In Walter Benjamin’s essay, “Art in the Age of Mechanical Reproduction” examined how mass production was changing art. What was changing was the way art was being made and subsequently changed the way art is perceived. One of the critique Benjamin, wrote about how painting differs from film. Film has the motive to penetrate what reality is.  Film involves the viewer as if they are present, a voyager in the movie scene. They are one with the moment they are living in the time as it passes through the movie screen. Time and space are condensed into one. Whereas painting is a look into what is happened the moment, almost a snapshot.  With a painting a person knows that ther environment has not changed. The moment captured will forever be just that, a moment captured.  What is interesting about Benjamin’s perspective on film is based on the actors. Benjamin says, “the film actor lacks the opportunity of the stage actor to adjust to the audience during his performance, since he does not present his performance to the audience in person.” Which in turn makes him state, “for the film, what matters primarily is that the actor represents himself to the public before the camera, rather than representing someone else.”  This theory can be seen in, Andy Warhol Golden Marilyn Monroe.  Andy Warhol used a publicized still from the 1953 film Niagara. Marilyn Monroe was portraying Rose Loomis. But, most people would not know that since it is Monroe the character does not matter.  She is a cult personality. Even as Warhol canonizes Monroe, he reveals her public persona as a carefully structured illusion.”1 The statement confirms that Monroe was not playing character she was playing herself. However, herself was an act too that the viewer got to interact with, and how hold on too. Andy Warhol also confirms his analysis on how reproduction makes the subject loose its aura. The originality of the painting does not exist, it is no longer creative it does not hold it vaule because it is not something new. Andy Warhol basically took the image Monroe created and he put his signature on it. The painting no longer feels like the genuine connection with Marlein Monroe because her original, cult personality is no longer there. Andy exploited Marilyn Monroe.
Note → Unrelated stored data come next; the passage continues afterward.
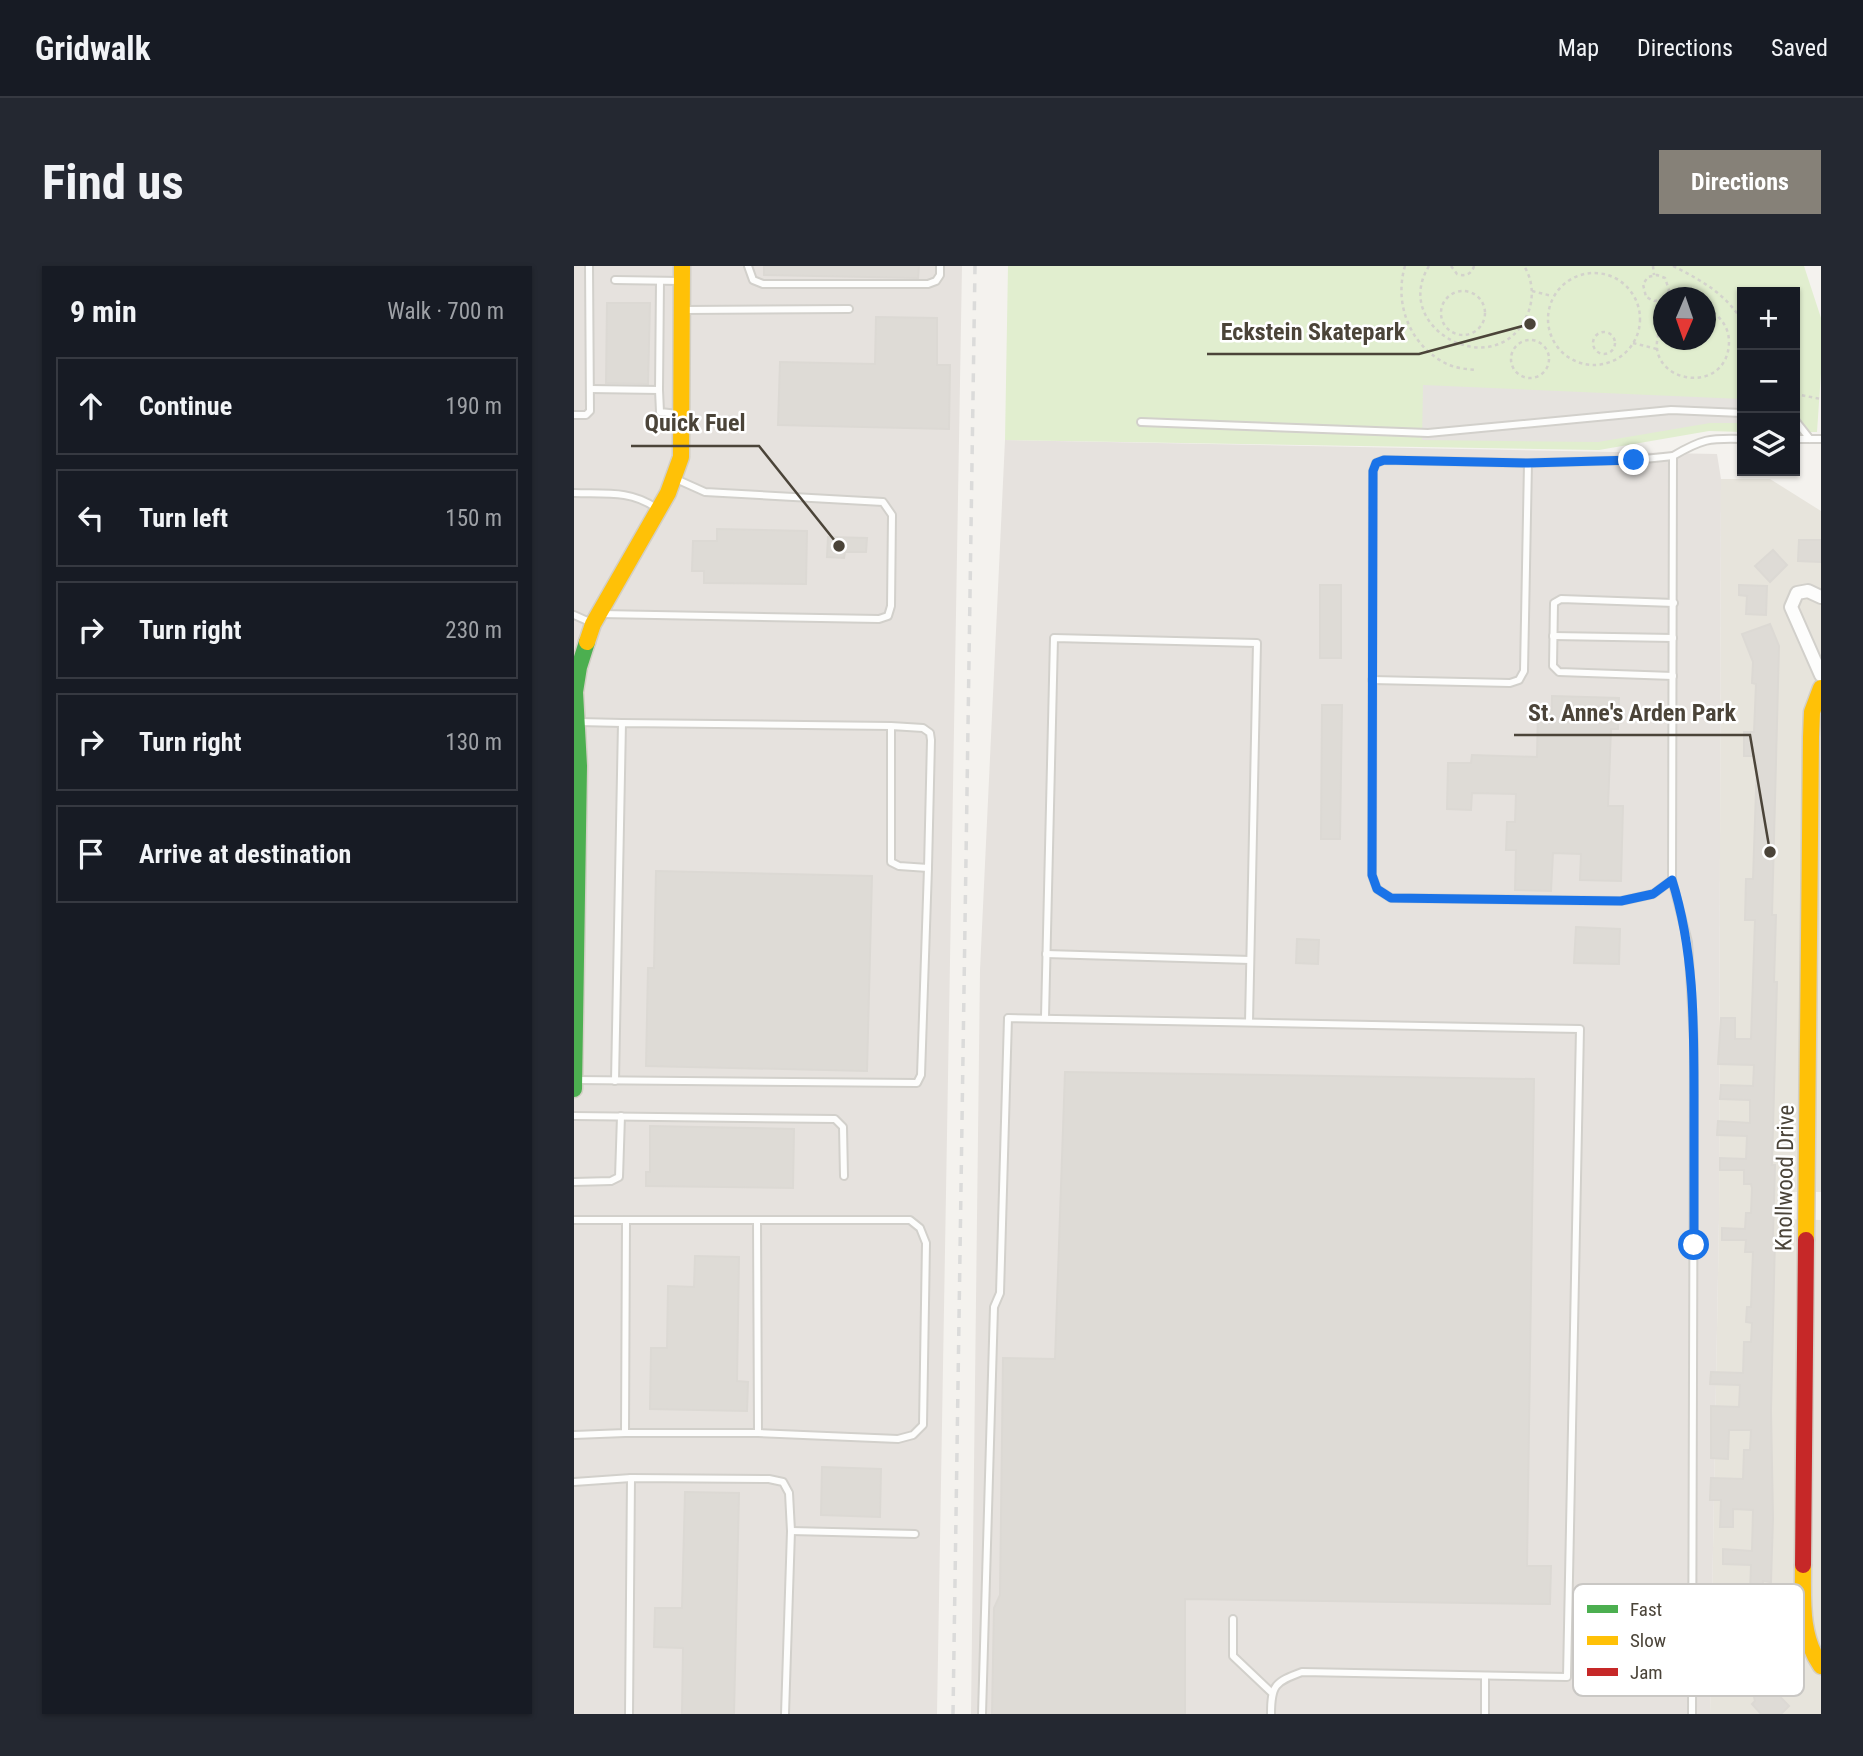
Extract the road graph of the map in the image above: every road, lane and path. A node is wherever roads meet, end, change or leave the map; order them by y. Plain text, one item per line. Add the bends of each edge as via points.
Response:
1 (589, 266) edge
2 (748, 266) edge
3 (940, 266) edge
4 (1405, 266) edge
5 (1429, 266) edge
6 (1451, 266) edge
7 (1474, 266) edge
8 (1524, 266) edge
9 (1653, 266) edge
10 (1673, 266) edge
11 (682, 274) edge
12 (1654, 275) junction
13 (615, 280) dead end
14 (660, 281) junction
15 (1668, 287) edge
16 (1532, 291) junction
17 (1643, 293) junction
18 (1554, 296) junction
19 (1635, 299) junction
20 (1653, 300) edge
21 (849, 309) dead end
22 (683, 310) junction
23 (1737, 313) edge
24 (1716, 315) edge
25 (1452, 332) junction
26 (1508, 338) junction
27 (1447, 339) junction
28 (1633, 343) junction
29 (1516, 345) junction
30 (1556, 345) junction
31 (1653, 348) edge
32 (1657, 350) edge
33 (1547, 351) junction
34 (1610, 352) junction
35 (1614, 361) junction
36 (1476, 370) dead end
37 (590, 389) junction
38 (659, 390) junction
39 (1800, 395) edge
40 (1821, 399) edge
41 (1737, 413) edge
42 (682, 414) junction
43 (574, 415) edge
44 (1141, 422) dead end
45 (1800, 426) edge
46 (1737, 439) edge
47 (1800, 439) edge
48 (1810, 439) junction
49 (1821, 439) edge
50 (1673, 456) junction
51 (1528, 463) junction
52 (673, 478) junction
53 (574, 493) edge
54 (658, 509) junction
55 (1821, 597) edge
56 (1674, 603) junction
57 (574, 615) edge
58 (596, 619) junction
59 (1553, 636) junction
60 (1673, 638) junction
61 (1821, 675) edge
62 (1673, 676) junction
63 (1372, 680) junction
64 (1821, 688) edge
65 (575, 692) edge
66 (576, 722) junction
67 (622, 723) junction
68 (891, 726) junction
69 (928, 868) junction
70 (1672, 880) junction
71 (1046, 954) junction
72 (1250, 960) junction
73 (1045, 1017) junction
74 (1249, 1022) junction
75 (574, 1080) edge
76 (615, 1080) junction
77 (574, 1089) edge
78 (574, 1116) edge
79 (621, 1116) junction
80 (844, 1177) dead end
81 (574, 1182) edge
82 (1814, 1210) edge
83 (574, 1220) edge
84 (626, 1220) junction
85 (757, 1220) junction
86 (625, 1433) junction
87 (758, 1433) junction
88 (574, 1435) edge
89 (631, 1478) junction
90 (574, 1482) edge
91 (791, 1531) junction
92 (915, 1534) dead end
93 (1692, 1584) edge
94 (1803, 1584) edge
95 (1233, 1619) dead end
96 (1804, 1630) edge
97 (1821, 1666) edge
98 (1485, 1676) junction
99 (1271, 1692) junction
100 (1692, 1696) edge
101 (628, 1714) edge
102 (785, 1714) edge
103 (982, 1714) edge
104 (1271, 1714) edge
105 (1485, 1714) edge
106 (1692, 1714) edge

1 - 37 lane
2 - 3 lane via 753,280 764,284 928,284 940,275
4 - 36 path via 1401,298 1414,337 1444,363
5 - 27 path via 1422,290 1424,309 1432,326
6 - 7 path via 1464,275
8 - 16 path
9 - 12 path
10 - 23 path via 1718,292
11 - 14 lane
11 - 22 street
12 - 15 path via 1661,276
12 - 17 path via 1645,280
13 - 14 lane
14 - 38 lane
16 - 18 path
16 - 26 path via 1524,321
17 - 19 path
17 - 20 path
18 - 19 path via 1566,282 1595,273 1623,283
18 - 30 path via 1547,323
19 - 28 path via 1640,324
21 - 22 lane
22 - 42 street
24 - 32 path via 1726,326 1729,351 1715,371 1704,377 1681,377 1663,363
25 - 25 path via 1441,314 1445,300 1463,290 1477,295 1485,308 1483,322 1473,332
25 - 27 path
26 - 27 path via 1481,348
26 - 29 path
28 - 31 path
28 - 35 path
29 - 33 path via 1536,341
29 - 33 path via 1512,368 1528,379 1545,372
30 - 33 path
30 - 35 path via 1571,360 1586,365
34 - 34 path via 1601,354 1593,347 1592,340 1599,332 1613,336
34 - 35 path
37 - 38 lane
37 - 43 lane via 589,414
38 - 42 lane via 660,412
39 - 40 path
41 - 44 lane via 1671,410 1428,433
42 - 52 street via 681,457
45 - 48 lane
46 - 50 lane via 1697,441
47 - 48 lane
48 - 49 lane
50 - 51 lane
50 - 56 lane
51 - 63 lane via 1524,671 1519,680
51 - 63 lane via 1376,463
52 - 54 street
52 - 58 lane via 705,492 883,502 892,515 888,616
53 - 54 lane via 630,495
54 - 58 street
55 - 61 street via 1808,591 1797,593 1791,607
56 - 59 lane via 1561,599 1554,603
56 - 60 lane
57 - 58 lane
58 - 65 street
59 - 60 lane
59 - 62 lane via 1553,666 1559,671
60 - 62 lane
62 - 70 lane
63 - 70 lane via 1372,875 1377,889 1391,898 1621,901 1653,894
64 - 82 street, Knollwood Drive via 1812,712 1811,737
65 - 66 street
66 - 67 lane
66 - 75 street
67 - 68 lane
67 - 76 lane
68 - 69 lane via 891,862
68 - 69 lane via 923,728 930,733
69 - 76 lane via 921,1075 917,1083
70 - 93 lane via 1688,942 1694,1040
71 - 72 lane
71 - 72 lane via 1054,638 1257,643
71 - 73 lane
72 - 74 lane
73 - 74 lane
73 - 103 lane via 1008,1017
74 - 98 lane via 1580,1030 1567,1677
75 - 76 lane
75 - 77 street
78 - 79 lane
79 - 80 lane via 835,1119 843,1127
79 - 81 lane via 619,1177
82 - 94 street, Knollwood Drive
83 - 84 lane
84 - 85 lane
84 - 86 lane
85 - 87 lane
85 - 87 lane via 909,1220 920,1228 926,1243 923,1425 913,1435 898,1439
86 - 87 lane
86 - 88 lane
89 - 90 lane
89 - 91 lane via 783,1482 789,1493
89 - 101 lane
91 - 92 lane
91 - 102 lane
95 - 99 lane via 1233,1656
96 - 97 street, Knollwood Drive
98 - 99 lane via 1302,1672 1281,1679
98 - 105 lane
99 - 104 lane
100 - 106 lane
Benjamin, Walter, Hannah Arendt, and Harry Zohn. 1969. Illuminations. New York: Schocken Books.

“MoMA Learning.” Accessed September 12, 2020. https://www.moma.org/learn/moma_learning/andy-warhol-gold-marilyn-monroe-1962/.


Comments

  1. This is an interesting take. Do you believe that works of any famous person/personality is exploitation? Does it need to be a complete fabrication of the person doing something they're not known for for it to be art? What about portraiture before the camera was invented, is that not art?